Reasons for judgement were published this week by the BC Court of Appeal finding that no error was made by a trial judge who dismissed a dental surgery negligence claim where risks of the procedure were not adequately canvassed with a patient.

In this week’s case (Warlow v. Sadeghi) the Plaintiff was a patient who underwent dental surgery by the Defendant.  The procedure resulted in an “injured a nerve in Ms. Warlow’s lower right jaw, resulting in permanent and debilitating nerve pain that has altered virtually every aspect of her life.“.  Prior to surgery the Defendant did not adequately inform the plaintiff of this potential risk.  Despite this the trial judge dismissed the claim finding a reasonable patient would have consented had the risk been canvassed.  In dississing the plaintiff’s appeal the BC Court of Appeal provided the following reasons:

[39]         Ms. Warlow had the burden to prove what she would have done if she had been properly warned. In this case, as set out in the above excerpt, Ms. Warlow was not asked what she would have done if properly warned. She did not provide the testimony necessary to meet her burden on the subjective aspect of the modified objective test. Faced with this dearth of evidence, the trial judge could not infer what Ms. Warlow would have done. The insufficiency of the evidence means the plaintiff failed to meet her burden, and the trial judge did not err in dismissing her action.

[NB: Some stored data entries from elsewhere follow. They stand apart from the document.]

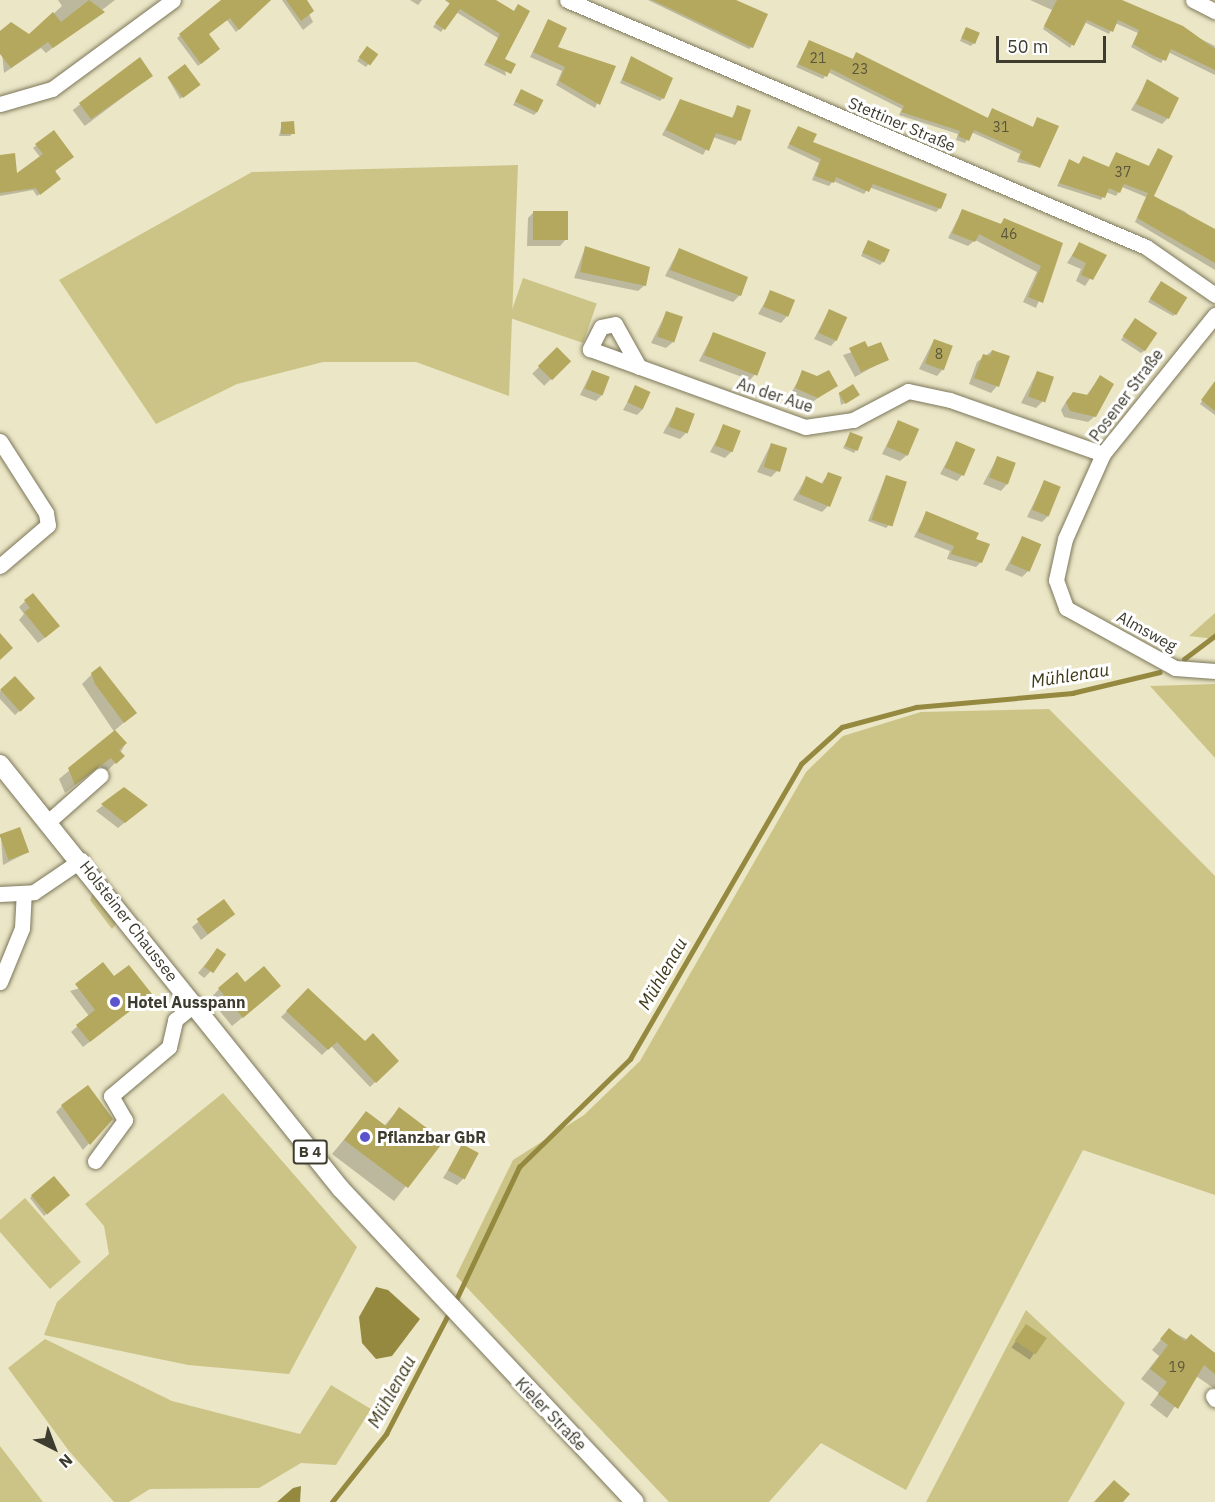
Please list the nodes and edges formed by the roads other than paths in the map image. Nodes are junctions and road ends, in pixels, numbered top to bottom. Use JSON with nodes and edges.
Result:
{"nodes":[{"id":1,"x":173,"y":0,"type":"edge"},
{"id":2,"x":567,"y":0,"type":"edge"},
{"id":3,"x":1193,"y":0,"type":"edge"},
{"id":4,"x":1215,"y":11,"type":"edge"},
{"id":5,"x":0,"y":104,"type":"edge"},
{"id":6,"x":1215,"y":295,"type":"edge"},
{"id":7,"x":1215,"y":315,"type":"edge"},
{"id":8,"x":639,"y":367,"type":"dead end"},
{"id":9,"x":0,"y":441,"type":"edge"},
{"id":10,"x":1103,"y":454,"type":"junction"},
{"id":11,"x":0,"y":566,"type":"edge"},
{"id":12,"x":1066,"y":608,"type":"joint"},
{"id":13,"x":1215,"y":671,"type":"edge"},
{"id":14,"x":0,"y":764,"type":"edge"},
{"id":15,"x":101,"y":776,"type":"dead end"},
{"id":16,"x":49,"y":821,"type":"junction"},
{"id":17,"x":81,"y":860,"type":"junction"},
{"id":18,"x":0,"y":894,"type":"edge"},
{"id":19,"x":24,"y":894,"type":"junction"},
{"id":20,"x":0,"y":982,"type":"edge"},
{"id":21,"x":195,"y":1004,"type":"junction"},
{"id":22,"x":95,"y":1161,"type":"dead end"},
{"id":23,"x":467,"y":1325,"type":"joint"},
{"id":24,"x":635,"y":1502,"type":"edge"}],
"edges":[{"from":1,"to":5,"type":"street"},
{"from":2,"to":6,"type":"street","name":"Stettiner Straße"},
{"from":3,"to":4,"type":"street"},
{"from":7,"to":10,"type":"street","name":"Posener Straße"},
{"from":8,"to":10,"type":"street","name":"An der Aue"},
{"from":9,"to":11,"type":"street"},
{"from":10,"to":12,"type":"street","name":"Posener Straße"},
{"from":12,"to":13,"type":"street","name":"Almsweg"},
{"from":14,"to":16,"type":"main road","name":"Holsteiner Chaussee","number":"B 4"},
{"from":15,"to":16,"type":"street"},
{"from":16,"to":17,"type":"main road","name":"Holsteiner Chaussee","number":"B 4"},
{"from":17,"to":19,"type":"street"},
{"from":17,"to":21,"type":"main road","name":"Holsteiner Chaussee","number":"B 4"},
{"from":18,"to":19,"type":"street"},
{"from":19,"to":20,"type":"street"},
{"from":21,"to":22,"type":"street"},
{"from":21,"to":23,"type":"main road","name":"Holsteiner Chaussee","number":"B 4"},
{"from":23,"to":24,"type":"main road","name":"Kieler Straße","number":"B 4"}]}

[40]         Even if it could be said that the trial judge erred in her handling of the subjective aspect of the modified objective test, Ms. Warlow still faces an insurmountable hurdle. The trial judge found an adequately informed reasonable person in Ms. Warlow’s shoes would have proceeded with the surgery. Ms. Warlow contends the trial judge failed to consider the two alternatives to treatment when determining what a reasonable person in the appellant’s position would have done. It is clear, however, from the trial judge’s reasons that she was alive to the two alternatives. In that regard, she outlined the evidence concerning the two alternatives and their consequences:

[51]      Dr. Sadeghi said that he told Ms. Warlow that extracting tooth 47 would mean removing a functional molar, leaving the corresponding molar in her upper jaw without a complement and rendering it dysfunctional. Alternatively, leaving things as they were created the risk that acute infection, like the one that had originally sent Ms. Warlow to Dr. Gardner and Dr. Martin, could recur. Dr. Sadeghi said he told Ms. Warlow that if the infection recurred, it would necessitate further antibiotic use and a risk of antibiotics becoming ineffective. He said that a subsequent infection could also spread to the jaw and neck, and might lead to hospitalization and death.

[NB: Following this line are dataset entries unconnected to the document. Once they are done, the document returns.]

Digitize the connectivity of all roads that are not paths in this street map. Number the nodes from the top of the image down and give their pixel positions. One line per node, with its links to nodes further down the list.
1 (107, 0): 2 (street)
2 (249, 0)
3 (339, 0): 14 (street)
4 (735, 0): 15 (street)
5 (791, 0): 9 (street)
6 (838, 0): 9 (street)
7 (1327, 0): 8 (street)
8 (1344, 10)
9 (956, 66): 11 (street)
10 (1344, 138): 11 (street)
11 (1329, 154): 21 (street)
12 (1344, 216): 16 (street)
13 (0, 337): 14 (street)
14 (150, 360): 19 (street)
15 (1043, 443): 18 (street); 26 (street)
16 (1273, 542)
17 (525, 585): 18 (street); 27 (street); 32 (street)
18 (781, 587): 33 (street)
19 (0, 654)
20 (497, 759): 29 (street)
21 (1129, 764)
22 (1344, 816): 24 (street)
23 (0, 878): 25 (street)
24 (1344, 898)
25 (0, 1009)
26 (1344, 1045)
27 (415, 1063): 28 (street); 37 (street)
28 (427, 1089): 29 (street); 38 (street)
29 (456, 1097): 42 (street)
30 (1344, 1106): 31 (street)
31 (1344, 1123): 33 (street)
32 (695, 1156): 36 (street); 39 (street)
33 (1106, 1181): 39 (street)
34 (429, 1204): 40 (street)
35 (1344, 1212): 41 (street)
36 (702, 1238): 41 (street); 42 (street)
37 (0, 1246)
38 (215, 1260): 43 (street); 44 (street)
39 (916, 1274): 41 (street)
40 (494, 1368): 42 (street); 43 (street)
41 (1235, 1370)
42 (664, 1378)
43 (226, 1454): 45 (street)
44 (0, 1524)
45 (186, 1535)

[41]         The trial judge carefully reviewed the circumstances relevant to the reasonable person analysis:

[82]      In summary, the circumstances relevant to the reasonable person analysis are:

·        Ms. Warlow had recently experienced an acute gum infection and understandably would have been concerned to avoid a recurrence, especially because she was embarking on an exciting new career;

·        Both Dr. Martin and Dr. Sadeghi advised Ms. Warlow that extraction of her wisdom tooth was the best option for her and Ms. Warlow generally trusted and relied upon the advice of health professionals;

·        Wisdom tooth removal is a common procedure;

·        Ms. Warlow had had various kinds of dental work previously; and

·        Ms. Warlow consented to the surgery knowing that there was a 1.5–2% risk of temporary or permanent nerve injury that could result in altered sensation, numbness and/or pins and needles.

[42]         Ms. Warlow has not identified any palpable and overriding error in the trial judge’s findings relevant to the modified objective test. Instead, she simply says the findings should have led the judge to a different conclusion. It is not this Court’s role to reweigh the evidence; the trial judge’s findings are entitled to deference.

[43]         In the result, I would dismiss the appeal.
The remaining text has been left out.